++++ Source data ++++

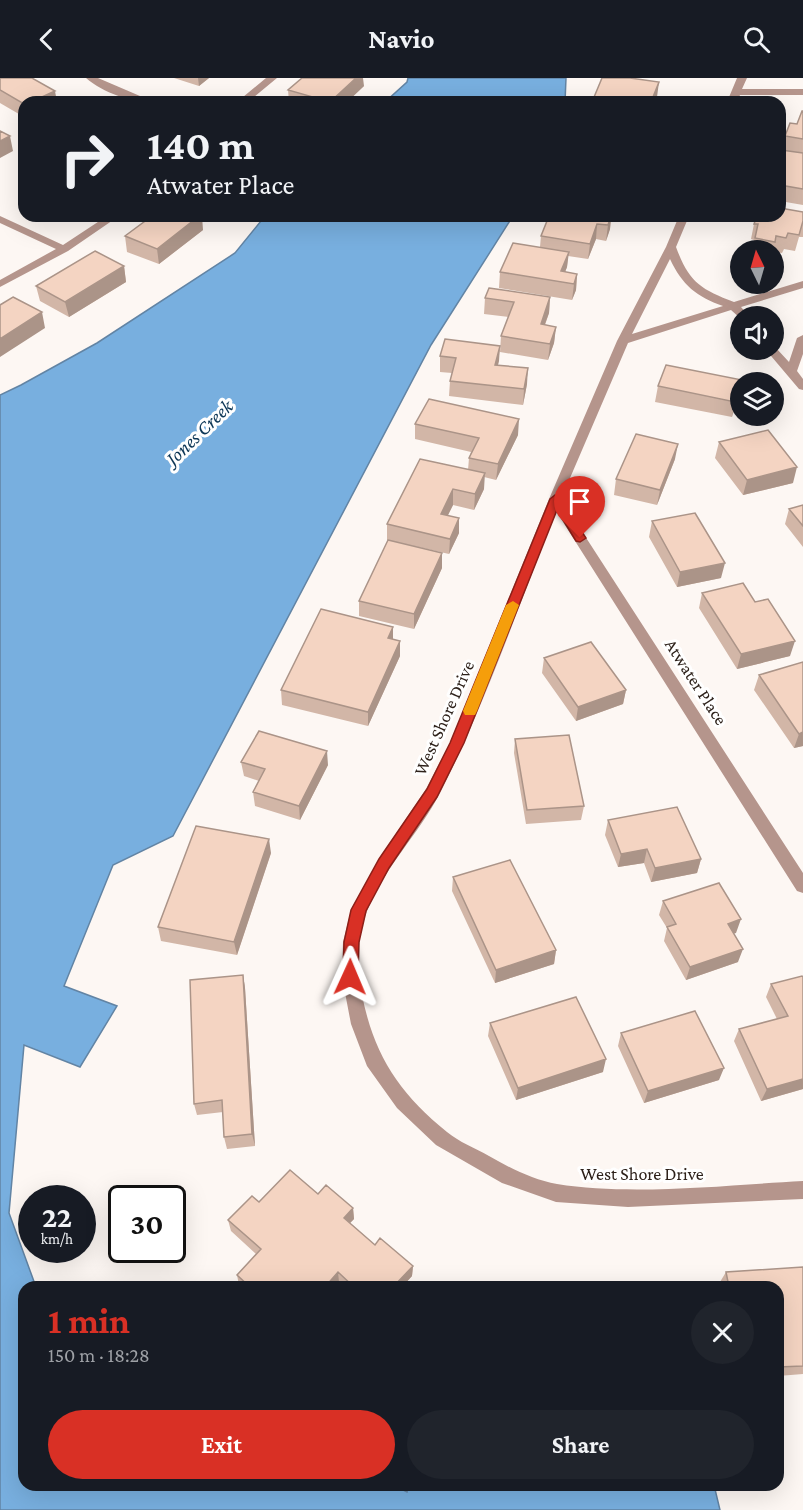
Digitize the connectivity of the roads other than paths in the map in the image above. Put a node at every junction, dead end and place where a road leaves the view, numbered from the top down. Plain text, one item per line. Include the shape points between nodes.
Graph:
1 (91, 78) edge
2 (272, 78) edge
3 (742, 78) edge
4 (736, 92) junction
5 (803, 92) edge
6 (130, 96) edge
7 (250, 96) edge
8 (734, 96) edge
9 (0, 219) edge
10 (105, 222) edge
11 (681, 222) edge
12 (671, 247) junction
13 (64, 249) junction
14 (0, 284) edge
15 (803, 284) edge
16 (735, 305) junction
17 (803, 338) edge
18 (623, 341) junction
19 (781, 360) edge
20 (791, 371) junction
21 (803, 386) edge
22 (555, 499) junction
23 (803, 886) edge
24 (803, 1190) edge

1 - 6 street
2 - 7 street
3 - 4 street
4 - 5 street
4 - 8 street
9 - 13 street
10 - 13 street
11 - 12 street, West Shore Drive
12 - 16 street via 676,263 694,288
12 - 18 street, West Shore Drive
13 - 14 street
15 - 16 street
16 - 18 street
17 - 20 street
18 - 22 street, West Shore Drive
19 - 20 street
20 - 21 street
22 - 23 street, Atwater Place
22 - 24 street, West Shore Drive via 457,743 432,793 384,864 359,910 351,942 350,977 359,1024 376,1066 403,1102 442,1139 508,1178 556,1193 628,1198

++++

### What to do
Output all the data above verbatim, leaving out images.

### Worked solution
Digitize the connectivity of the roads other than paths in the map in the image above. Put a node at every junction, dead end and place where a road leaves the view, numbered from the top down. Plain text, one item per line. Include the shape points between nodes.
Graph:
1 (91, 78) edge
2 (272, 78) edge
3 (742, 78) edge
4 (736, 92) junction
5 (803, 92) edge
6 (130, 96) edge
7 (250, 96) edge
8 (734, 96) edge
9 (0, 219) edge
10 (105, 222) edge
11 (681, 222) edge
12 (671, 247) junction
13 (64, 249) junction
14 (0, 284) edge
15 (803, 284) edge
16 (735, 305) junction
17 (803, 338) edge
18 (623, 341) junction
19 (781, 360) edge
20 (791, 371) junction
21 (803, 386) edge
22 (555, 499) junction
23 (803, 886) edge
24 (803, 1190) edge

1 - 6 street
2 - 7 street
3 - 4 street
4 - 5 street
4 - 8 street
9 - 13 street
10 - 13 street
11 - 12 street, West Shore Drive
12 - 16 street via 676,263 694,288
12 - 18 street, West Shore Drive
13 - 14 street
15 - 16 street
16 - 18 street
17 - 20 street
18 - 22 street, West Shore Drive
19 - 20 street
20 - 21 street
22 - 23 street, Atwater Place
22 - 24 street, West Shore Drive via 457,743 432,793 384,864 359,910 351,942 350,977 359,1024 376,1066 403,1102 442,1139 508,1178 556,1193 628,1198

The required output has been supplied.